Malthus Model - Solution Differential Equation

Question

I have this equation of a time dependent Malthus model with a term representing a time dependent immigration: $$N'(t)=r(t)N(t) + m(t)$$ with $r(t)$ and $m(t)$ both continuous and periodic with Period $T$. I have to prove that the function $$N_\infty (t)=\int_{-\infty}^t exp\biggl(\int_s ^t r(\sigma)d\sigma\biggr)m(s)ds$$ is a solution of the ODE above.

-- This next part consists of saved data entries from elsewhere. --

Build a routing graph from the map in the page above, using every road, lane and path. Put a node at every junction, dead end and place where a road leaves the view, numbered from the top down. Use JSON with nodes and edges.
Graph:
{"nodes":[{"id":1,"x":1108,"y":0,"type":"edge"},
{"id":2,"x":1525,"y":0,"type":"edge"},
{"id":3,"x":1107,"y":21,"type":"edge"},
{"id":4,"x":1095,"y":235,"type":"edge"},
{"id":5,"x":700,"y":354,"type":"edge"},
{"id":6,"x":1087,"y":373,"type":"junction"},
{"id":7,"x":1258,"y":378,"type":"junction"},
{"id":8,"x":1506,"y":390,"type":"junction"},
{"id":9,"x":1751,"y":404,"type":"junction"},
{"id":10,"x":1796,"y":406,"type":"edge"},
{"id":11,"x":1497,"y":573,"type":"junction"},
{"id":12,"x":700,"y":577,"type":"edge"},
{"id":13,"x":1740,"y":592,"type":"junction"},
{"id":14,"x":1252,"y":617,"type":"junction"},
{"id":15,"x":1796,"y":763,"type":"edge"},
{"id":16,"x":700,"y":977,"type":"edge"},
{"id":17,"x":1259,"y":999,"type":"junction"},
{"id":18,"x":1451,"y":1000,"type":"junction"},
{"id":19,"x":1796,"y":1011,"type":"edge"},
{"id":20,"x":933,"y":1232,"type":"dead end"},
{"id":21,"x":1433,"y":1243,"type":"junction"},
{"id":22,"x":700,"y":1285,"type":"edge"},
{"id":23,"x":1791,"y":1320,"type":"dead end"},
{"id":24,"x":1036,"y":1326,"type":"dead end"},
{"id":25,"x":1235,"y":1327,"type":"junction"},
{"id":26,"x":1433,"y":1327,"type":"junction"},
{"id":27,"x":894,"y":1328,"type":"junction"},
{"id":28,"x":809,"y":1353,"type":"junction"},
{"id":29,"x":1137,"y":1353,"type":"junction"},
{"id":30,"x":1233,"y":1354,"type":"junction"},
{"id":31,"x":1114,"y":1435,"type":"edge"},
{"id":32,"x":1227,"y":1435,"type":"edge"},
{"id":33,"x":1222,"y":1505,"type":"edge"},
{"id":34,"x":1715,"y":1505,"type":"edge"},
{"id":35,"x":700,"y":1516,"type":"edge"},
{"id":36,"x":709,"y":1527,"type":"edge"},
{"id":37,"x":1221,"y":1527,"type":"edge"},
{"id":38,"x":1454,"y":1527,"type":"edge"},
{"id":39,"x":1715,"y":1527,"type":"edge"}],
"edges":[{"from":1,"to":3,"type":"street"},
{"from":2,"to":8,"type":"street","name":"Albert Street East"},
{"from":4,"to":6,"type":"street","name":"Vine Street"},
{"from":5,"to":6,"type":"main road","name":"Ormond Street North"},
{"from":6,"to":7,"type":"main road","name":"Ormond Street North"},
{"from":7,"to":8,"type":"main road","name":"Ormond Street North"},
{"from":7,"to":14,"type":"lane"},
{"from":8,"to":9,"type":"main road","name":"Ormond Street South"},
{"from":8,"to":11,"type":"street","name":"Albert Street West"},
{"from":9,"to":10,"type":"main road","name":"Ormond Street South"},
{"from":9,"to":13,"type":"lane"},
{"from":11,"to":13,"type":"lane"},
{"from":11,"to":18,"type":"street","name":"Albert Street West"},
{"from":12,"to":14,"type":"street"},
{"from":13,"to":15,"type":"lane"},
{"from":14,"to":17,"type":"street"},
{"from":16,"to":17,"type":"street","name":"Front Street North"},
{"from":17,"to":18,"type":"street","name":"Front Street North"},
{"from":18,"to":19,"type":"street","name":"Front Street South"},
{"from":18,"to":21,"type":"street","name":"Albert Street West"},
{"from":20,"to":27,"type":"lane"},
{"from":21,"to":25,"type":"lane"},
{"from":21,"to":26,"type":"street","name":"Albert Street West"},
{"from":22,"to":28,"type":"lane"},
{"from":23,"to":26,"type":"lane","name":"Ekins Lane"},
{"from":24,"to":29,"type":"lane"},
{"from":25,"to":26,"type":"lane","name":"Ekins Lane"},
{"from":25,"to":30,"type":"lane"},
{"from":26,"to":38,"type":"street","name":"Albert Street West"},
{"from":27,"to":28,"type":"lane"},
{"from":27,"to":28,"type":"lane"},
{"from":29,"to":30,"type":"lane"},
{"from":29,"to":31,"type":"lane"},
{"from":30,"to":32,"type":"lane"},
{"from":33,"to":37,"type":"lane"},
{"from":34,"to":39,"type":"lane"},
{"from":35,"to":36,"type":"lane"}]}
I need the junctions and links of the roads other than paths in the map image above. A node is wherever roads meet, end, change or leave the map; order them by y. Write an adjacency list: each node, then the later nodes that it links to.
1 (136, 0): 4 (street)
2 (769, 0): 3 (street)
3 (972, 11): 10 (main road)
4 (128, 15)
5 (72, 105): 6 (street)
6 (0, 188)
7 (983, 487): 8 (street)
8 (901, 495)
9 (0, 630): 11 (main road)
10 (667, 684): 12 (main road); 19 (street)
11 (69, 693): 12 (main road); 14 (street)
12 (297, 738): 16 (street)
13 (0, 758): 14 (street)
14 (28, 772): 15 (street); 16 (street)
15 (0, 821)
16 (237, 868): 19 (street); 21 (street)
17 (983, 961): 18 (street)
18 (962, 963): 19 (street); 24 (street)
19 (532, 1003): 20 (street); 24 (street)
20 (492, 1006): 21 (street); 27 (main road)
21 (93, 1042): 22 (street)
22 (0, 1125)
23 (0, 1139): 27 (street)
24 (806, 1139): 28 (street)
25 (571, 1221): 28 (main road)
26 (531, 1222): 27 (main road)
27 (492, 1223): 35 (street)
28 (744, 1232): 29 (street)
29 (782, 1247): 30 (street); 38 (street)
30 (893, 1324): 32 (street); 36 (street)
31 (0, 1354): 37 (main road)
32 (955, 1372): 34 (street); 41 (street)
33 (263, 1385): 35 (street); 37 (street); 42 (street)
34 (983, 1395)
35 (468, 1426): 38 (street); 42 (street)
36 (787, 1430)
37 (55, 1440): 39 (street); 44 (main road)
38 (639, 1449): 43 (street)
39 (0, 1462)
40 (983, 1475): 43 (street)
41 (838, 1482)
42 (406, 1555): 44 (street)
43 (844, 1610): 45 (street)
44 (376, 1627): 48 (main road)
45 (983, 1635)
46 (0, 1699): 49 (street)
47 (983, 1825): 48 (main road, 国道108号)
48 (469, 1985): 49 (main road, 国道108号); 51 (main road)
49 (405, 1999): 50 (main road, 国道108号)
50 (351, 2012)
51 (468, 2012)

I tried to derive $N_\infty (t)$ to obtain our ODE, but unsuccessful. I think that I do somethings wrong on the calculation. I know that the derivative of an integral is so computed: Let $G(t):=\int_a^x f(t)dt$. Then $G'(t)=f(x)$

So in our case I did: $$N'_\infty (t)= exp\biggl(\int_s ^t r(\sigma)d\sigma\biggr)m(t)$$ But I think I miss something. Someone can help me please?

Answer 1

With $a$ in the domain of definition let $R(t) = \int_{a}^{t}r(s)ds$ so that $R'(t) = r(t)$. Then if we use the theory of an integrating factor

$$\frac{d}{dt}\left(N(t)\exp(-R(t))\right) = \exp(-R(t))m(t).$$

Integrating this with respect to $t$ gives us $$N(t)\exp(-R(t))-N(a) = \int_{a}^{t}\exp(-R(s))m(s)ds.$$ Therefore the solution is given by

$$N(t) = N(a)\exp(R(t))+\exp(R(t))\int_{a}^{t}\exp(-R(s))m(s) = N(a)\exp\left(\int_{a}^{t}r(s)ds\right)+\exp\left(\int_{a}^{t}r(s)ds\right) \int_{a}^{t}\exp(-R(s))m(s)ds.$$

Answer 2

The derivative of $N_\infty(t)$ is incorrect. To calculate its derivative the Leibniz integral rule should be used because the variable $t$ is in the integral sign as well as in the integrand.

$$ N^\prime_\infty (t) = exp\left(\int_t^t r(\sigma)\,d\sigma\right) m(t) + \int_{-\infty}^t r(t)\, exp\left(\int_s^t r(\sigma)d\sigma\right) m(s)\,ds $$

Now the second term is equal to r(t)N(t) $$ r(t)N(t) = \int_{-\infty}^t r(t)\, exp\left(\int_s^t r(\sigma)d\sigma\right) m(s)\,ds $$

Moreover $$ exp\left(\int_t^t r(\sigma)\,d\sigma\right) = exp(0) = 1 $$

Then, replacing in $N^\prime_\infty(t)$ $$ N^\prime_\infty (t) = m(t) + r(t)N(t) $$

which is the ODE. So that solution satisfies it.